Si le pays a besoin d’un pouvoir fort pour sortir de décennies de désordres et d’un très long conflit armé particulièrement meurtrier, pour préparer un avenir meilleur à une population de quelques 20 millions (dont un très grand nombre vit en exil) avec un taux de pauvreté d’environ 90 %, selon l’Organisation des Nations unies (ONU), il a aussi besoin d’un consensus. Aussi le licenciement par le régime — qui a pour programme de privatiser le secteur public — de plus de 100 000 fonctionnaires (les chiffres varient de 100 à 300 000) sur environ un million qui se retrouvent sans travail n’est pas de bon augure.
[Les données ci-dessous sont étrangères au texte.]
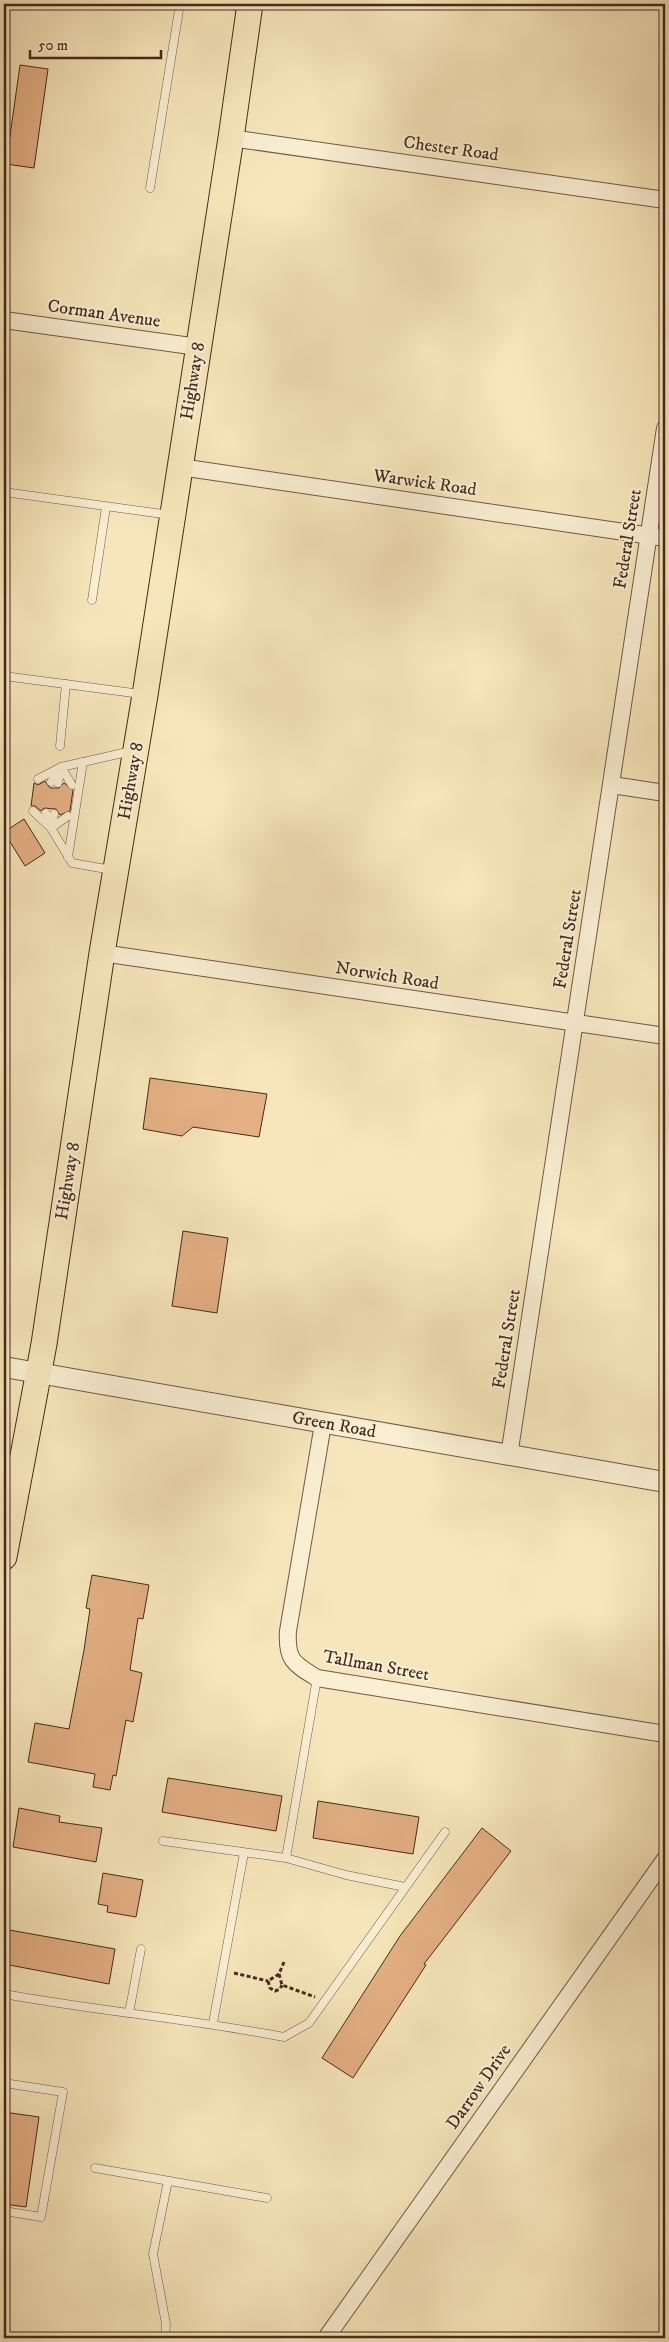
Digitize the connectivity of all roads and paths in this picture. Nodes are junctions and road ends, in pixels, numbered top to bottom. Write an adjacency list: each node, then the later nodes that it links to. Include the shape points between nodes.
1 (180, 4): 4 (lane)
2 (250, 4): 3 (main road, Highway 8)
3 (231, 138): 5 (street, Chester Road); 7 (main road, Highway 8)
4 (150, 188)
5 (665, 200)
6 (4, 320): 7 (street, Corman Avenue)
7 (198, 347): 9 (main road, Highway 8)
8 (665, 428): 13 (street, Federal Street)
9 (180, 468): 12 (main road, Highway 8); 13 (street, Warwick Road)
10 (4, 492): 11 (lane)
11 (106, 507): 12 (lane); 15 (lane)
12 (172, 515): 18 (main road, Highway 8)
13 (648, 536): 14 (street, Warwick Road); 24 (street, Federal Street)
14 (665, 538)
15 (92, 600)
16 (4, 676): 17 (lane)
17 (66, 684): 18 (lane); 19 (lane)
18 (145, 695): 20 (main road, Highway 8)
19 (60, 746)
20 (136, 750): 21 (lane); 29 (main road, Highway 8)
21 (83, 762): 22 (lane); 28 (lane)
22 (61, 768): 22 (lane, via 62,783); 23 (lane)
23 (38, 780)
24 (612, 785): 25 (street); 31 (street, Federal Street)
25 (665, 793)
26 (33, 810): 27 (lane)
27 (52, 828): 27 (lane, via 57,814); 28 (lane)
28 (68, 857): 29 (lane, via 72,863)
29 (116, 871): 30 (main road, Highway 8)
30 (102, 953): 31 (street, Norwich Road); 34 (main road, Highway 8)
31 (575, 1024): 32 (street, Norwich Road); 36 (street, Federal Street)
32 (665, 1036)
33 (4, 1367): 34 (street, Green Road)
34 (39, 1373): 35 (street, Green Road); 38 (main road, Highway 8)
35 (324, 1424): 36 (street, Green Road); 39 (street, Tallman Street, via 287,1648 294,1664)
36 (509, 1456): 37 (street, Green Road)
37 (665, 1482)
38 (4, 1557)
39 (317, 1678): 40 (street, Tallman Street); 44 (lane)
40 (665, 1734)
41 (445, 1832): 46 (lane)
42 (163, 1841): 43 (lane)
43 (244, 1853): 44 (lane); 49 (lane)
44 (286, 1858): 46 (lane)
45 (665, 1859): 63 (street, Darrow Drive)
46 (406, 1888): 54 (lane)
47 (141, 1949): 55 (lane)
48 (284, 1962): 50 (path)
49 (223, 1971): 51 (path); 56 (lane)
50 (279, 1974): 51 (path); 52 (path)
51 (268, 1981): 52 (path, via 270,1988 275,1990)
52 (282, 1985): 54 (path)
53 (4, 1994): 55 (lane)
54 (325, 2000): 56 (lane, via 309,2023 284,2037)
55 (129, 2012): 56 (lane)
56 (214, 2023)
57 (4, 2083): 61 (lane, via 63,2092 41,2217)
58 (95, 2168): 59 (lane)
59 (168, 2181): 60 (lane); 62 (lane, via 153,2254 166,2324)
60 (267, 2198)
61 (4, 2211)
62 (165, 2338)
63 (326, 2338)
Mais avec quels moyens ? C’est là où le bât blesse. Car la Syrie n’en dispose quasiment pas, malgré une main-d’œuvre qualifiée et d’importantes capacités humaines sur place et dans la diaspora. Sans argent, sans armée digne de ce nom et sans aide — promise, mais qui tarde à arriver —, les bonnes paroles, les promesses et les encouragements de toutes parts ne suffisent plus. Les détracteurs sont déjà à l’affût, notamment sur les réseaux sociaux où les critiques se répandent plus vite que les bonnes volontés. « Le pays est à feu et à sang », l’auteur de cet article n’en a pas cru ses yeux en lisant il y a quelques jours cette déclaration d’un ami qui voulait sonner l’alarme en dépit de toute vraisemblance. Fallait-il lui répondre que Dieu n’a pas créé le monde en un seul jour ?
Menaces d’une nouvelle sécheresse
Ainsi cet évêque qui, après avoir accueilli le nouveau pouvoir avec espoir, déchantait publiquement après les tueries en mars dans le nord-ouest du pays, qui ont vu plus d’un millier de civils périr — en majorité alaouites, mais aussi sunnites et chrétiens — à la suite d’actes de vendetta qui ont traumatisé la population. À cette heure, le nouveau pouvoir n’a pas ouvertement condamné les massacres, mais il a mis en place une commission d’enquête.
Comme un malheur n’arrive jamais seul, voilà que la Syrie fait face à la menace d’une nouvelle sécheresse. Cette même sécheresse qui fut déjà une des causes de l’insurrection de 2011 contre Bachar Al-Assad, laissant un pays exsangue. Dans une Syrie déjà asséchée, les premières estimations sur les coûts de la reconstruction donnent le vertige. Ils sont estimés à 400 milliards de dollars (353 milliards d’euros). Ces estimations indiquent aussi que 40 milliards de dollars sont nécessaires pour réparer le seul secteur de l’électricité1. La très grande majorité des foyers reçoit entre deux et trois heures seulement de courant par jour.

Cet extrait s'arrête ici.